Despite agreeing to pay $13.3 million in fines back in 2008 for distribution violations, McKesson continued supplying opioids to suspicious pharmacies and doctors who were suspected of being fronts from criminal organizations.

“They had hundreds of thousands of suspicious orders they should have reported and they didn’t report anything,” Schiller said. “There’s not a day that goes by in the pharmaceutical world, in the McKesson world, in the distribution world where there isn’t something suspicious. It happens every day.”

Each time Schiller attempted to build a case, his superiors would put up road blocks and discourage him from digging any deeper.

“The problem is when we took the cases and eight boxes of evidence to the attorneys at the highest level in DEA, they would tell us right away, ‘Let’s just settle.’ Settle? How do you settle when you have to go in with a court order and shut down a billion dollar distribution center,” Schiller said. “We’re not going to accept that in the field.
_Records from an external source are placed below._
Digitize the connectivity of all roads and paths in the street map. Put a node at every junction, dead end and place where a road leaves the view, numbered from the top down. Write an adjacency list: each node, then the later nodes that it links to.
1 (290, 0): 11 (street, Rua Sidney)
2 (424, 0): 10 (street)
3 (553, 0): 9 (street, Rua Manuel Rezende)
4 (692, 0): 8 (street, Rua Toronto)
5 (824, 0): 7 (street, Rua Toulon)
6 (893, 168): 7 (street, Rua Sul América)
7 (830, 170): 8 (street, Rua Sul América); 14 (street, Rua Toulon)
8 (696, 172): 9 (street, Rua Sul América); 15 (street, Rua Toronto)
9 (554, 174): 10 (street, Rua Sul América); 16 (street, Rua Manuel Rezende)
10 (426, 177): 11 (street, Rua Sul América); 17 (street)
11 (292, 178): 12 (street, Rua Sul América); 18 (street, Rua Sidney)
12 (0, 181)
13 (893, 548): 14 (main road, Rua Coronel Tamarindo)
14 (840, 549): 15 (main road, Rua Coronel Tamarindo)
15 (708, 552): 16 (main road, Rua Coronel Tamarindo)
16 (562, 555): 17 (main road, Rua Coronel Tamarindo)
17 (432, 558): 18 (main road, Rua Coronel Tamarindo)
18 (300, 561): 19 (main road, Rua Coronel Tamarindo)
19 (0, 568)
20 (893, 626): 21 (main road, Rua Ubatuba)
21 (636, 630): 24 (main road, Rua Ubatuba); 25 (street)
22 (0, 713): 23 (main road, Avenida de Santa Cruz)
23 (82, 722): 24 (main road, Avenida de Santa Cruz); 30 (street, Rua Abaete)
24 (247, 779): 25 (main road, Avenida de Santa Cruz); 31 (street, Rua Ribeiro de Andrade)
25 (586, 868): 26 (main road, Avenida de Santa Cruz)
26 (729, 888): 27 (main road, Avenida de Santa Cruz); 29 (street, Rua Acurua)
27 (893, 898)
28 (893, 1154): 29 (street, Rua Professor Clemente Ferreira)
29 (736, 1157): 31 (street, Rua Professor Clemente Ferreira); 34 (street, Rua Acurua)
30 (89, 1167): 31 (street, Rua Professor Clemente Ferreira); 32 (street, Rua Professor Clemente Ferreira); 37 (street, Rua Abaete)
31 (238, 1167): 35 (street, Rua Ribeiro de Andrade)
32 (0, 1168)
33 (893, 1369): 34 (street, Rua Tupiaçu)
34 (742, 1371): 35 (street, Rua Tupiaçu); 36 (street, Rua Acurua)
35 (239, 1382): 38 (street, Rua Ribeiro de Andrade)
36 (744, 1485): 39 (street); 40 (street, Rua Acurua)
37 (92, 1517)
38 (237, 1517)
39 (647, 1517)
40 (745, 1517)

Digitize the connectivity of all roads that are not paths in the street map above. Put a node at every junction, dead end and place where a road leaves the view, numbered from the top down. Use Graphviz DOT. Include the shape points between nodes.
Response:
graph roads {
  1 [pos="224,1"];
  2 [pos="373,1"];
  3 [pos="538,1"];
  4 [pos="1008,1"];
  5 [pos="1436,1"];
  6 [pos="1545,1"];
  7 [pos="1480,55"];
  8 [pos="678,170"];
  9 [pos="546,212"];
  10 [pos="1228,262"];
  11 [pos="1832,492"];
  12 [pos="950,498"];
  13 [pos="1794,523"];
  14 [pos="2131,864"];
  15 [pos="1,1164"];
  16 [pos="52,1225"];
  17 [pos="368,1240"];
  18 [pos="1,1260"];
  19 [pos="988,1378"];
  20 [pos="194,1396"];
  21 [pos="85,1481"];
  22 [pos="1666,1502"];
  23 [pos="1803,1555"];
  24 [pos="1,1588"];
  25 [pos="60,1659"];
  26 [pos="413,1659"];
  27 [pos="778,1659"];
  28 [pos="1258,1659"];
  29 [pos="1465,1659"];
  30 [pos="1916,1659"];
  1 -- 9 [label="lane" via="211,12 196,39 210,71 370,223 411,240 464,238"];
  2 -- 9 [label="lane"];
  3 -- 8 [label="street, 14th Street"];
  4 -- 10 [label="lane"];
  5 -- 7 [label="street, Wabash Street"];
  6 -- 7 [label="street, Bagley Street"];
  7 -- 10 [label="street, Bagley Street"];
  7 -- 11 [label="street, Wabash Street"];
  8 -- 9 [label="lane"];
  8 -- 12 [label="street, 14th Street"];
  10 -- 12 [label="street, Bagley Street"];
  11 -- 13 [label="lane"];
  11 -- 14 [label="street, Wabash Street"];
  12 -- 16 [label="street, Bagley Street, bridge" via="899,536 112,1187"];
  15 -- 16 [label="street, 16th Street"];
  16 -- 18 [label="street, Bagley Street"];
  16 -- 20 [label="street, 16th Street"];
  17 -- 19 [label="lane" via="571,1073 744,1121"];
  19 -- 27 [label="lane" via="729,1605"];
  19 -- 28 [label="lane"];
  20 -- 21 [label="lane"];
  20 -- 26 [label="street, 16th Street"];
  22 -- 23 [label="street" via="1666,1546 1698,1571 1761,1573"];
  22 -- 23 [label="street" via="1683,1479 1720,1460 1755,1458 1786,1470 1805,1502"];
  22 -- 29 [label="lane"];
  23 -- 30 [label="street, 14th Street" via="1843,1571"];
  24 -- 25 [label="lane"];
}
So we fought for years and we were unsuccessful, is the bottom line. We had to settle.”

McKesson was fined $150 million by the Department of Justice in January, but Schiller said this was just a slap on the wrist. He had previously been lobbying his bosses for a $1 billion fine, and prison time for certain executives. Schiller claims the DEA and Department of Justice shied away from the fight because they were “intimidated” by Mckesson’s high powered legal.

“There was back room deals being cut that we didn’t know about. I didn’t know about. And I was representing the DEA nationally on the investigation at the highest level,” Schiller said. “How do you settle? How do you say it’s okay? How do you do that? No, put them in jail. You put the people who are responsible for dealing drugs, for breaking the law in jail. Nobody’s in jail. They wrote a check.”

When asked if he thought Mckesson was getting special treatment from the government, Schiller said, “I don’t think, I know they were getting special treatment. They were getting treatment like I’d never seen in my 30 year career.” A member of DEA’s senior leadership team emailed Schiller during the investigation and told him they had no choice but to back off because of political pressure from the top.

“David … I’m totally against settling, but how do we hold their feet to the fire,” the email read. “Our attorney’s have us over a barrel with their refusal to go to court.”

Schiller said he was shocked by how far the government was willing to go to squash the case, and he believes people need to know the truth.

“I saw what’s happening to our country now with this epidemic. I saw the limitations being placed on us by our own people and chief counsel,” he said. “People don’t like to hear the truth. I’m doing it because the truth needs to be told.”

McKesson declined to be interviewed by “60 minutes” but released a brief statement to CBS, calling their settlement the best way to move past a “disagreement” with the DEA and DOJ.